__What is required__
How many lines of the entries below include the word "TURNPIKE"? Answer with the number alone.

__Available data__
-- Opening Marker --

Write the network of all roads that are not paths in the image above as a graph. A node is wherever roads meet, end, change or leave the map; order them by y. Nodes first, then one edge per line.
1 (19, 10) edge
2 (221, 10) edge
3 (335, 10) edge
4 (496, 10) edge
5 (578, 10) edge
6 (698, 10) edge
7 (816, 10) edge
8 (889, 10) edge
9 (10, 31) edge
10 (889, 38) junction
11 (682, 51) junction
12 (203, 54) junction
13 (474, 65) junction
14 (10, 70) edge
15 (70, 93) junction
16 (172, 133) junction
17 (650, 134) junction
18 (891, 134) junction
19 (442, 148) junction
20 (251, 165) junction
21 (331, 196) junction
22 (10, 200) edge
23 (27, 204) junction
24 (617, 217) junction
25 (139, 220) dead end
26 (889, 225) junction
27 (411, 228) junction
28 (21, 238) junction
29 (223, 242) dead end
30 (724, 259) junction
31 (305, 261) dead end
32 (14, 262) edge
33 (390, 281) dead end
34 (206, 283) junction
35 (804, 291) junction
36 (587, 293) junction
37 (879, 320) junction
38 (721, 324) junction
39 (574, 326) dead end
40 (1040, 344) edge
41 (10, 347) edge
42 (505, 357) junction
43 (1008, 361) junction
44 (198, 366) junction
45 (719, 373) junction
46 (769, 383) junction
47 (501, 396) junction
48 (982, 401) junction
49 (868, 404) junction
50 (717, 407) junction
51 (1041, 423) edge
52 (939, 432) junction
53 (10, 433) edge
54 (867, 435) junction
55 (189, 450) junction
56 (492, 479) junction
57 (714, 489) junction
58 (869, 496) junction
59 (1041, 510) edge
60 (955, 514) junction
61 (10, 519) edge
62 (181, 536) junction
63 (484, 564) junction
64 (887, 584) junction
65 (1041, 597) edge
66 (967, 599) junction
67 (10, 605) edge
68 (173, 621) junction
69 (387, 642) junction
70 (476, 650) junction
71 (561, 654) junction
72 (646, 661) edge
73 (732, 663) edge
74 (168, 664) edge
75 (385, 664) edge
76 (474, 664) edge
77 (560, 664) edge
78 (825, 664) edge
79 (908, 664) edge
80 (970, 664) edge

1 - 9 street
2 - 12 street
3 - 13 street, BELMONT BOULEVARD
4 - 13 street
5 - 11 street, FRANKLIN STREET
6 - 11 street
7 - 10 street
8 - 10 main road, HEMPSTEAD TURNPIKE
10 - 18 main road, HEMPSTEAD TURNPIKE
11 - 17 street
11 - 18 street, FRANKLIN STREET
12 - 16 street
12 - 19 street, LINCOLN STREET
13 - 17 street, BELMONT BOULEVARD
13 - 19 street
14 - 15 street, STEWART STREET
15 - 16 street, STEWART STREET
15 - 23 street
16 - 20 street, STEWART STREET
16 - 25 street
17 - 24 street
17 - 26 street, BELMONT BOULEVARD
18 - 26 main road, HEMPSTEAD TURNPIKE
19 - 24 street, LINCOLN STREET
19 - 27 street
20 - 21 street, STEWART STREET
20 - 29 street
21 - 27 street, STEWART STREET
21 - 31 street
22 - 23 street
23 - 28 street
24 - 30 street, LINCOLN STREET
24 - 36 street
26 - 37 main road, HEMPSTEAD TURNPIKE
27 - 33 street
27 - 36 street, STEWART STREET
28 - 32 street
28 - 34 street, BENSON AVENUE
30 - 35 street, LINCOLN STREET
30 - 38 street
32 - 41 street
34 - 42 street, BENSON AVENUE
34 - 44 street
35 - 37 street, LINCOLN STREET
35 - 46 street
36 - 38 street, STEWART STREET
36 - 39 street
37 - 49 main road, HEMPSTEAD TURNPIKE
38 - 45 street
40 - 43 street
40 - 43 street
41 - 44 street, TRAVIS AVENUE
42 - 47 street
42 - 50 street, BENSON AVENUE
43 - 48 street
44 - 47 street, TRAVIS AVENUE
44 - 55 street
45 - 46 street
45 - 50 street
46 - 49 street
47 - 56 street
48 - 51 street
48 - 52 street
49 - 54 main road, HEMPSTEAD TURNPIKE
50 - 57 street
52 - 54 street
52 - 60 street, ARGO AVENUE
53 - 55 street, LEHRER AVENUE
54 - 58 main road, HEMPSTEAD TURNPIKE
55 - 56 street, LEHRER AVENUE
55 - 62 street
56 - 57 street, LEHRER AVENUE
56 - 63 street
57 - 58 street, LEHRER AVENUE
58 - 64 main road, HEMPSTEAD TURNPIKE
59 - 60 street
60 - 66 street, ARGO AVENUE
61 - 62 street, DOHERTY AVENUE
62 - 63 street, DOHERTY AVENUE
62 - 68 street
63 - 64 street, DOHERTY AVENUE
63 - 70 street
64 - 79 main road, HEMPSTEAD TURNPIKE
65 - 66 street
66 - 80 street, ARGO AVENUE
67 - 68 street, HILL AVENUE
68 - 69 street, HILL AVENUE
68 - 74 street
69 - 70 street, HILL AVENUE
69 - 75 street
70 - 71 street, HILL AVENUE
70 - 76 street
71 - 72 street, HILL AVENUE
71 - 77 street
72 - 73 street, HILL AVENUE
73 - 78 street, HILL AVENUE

-- Closing Marker --

__Finished exercise__
9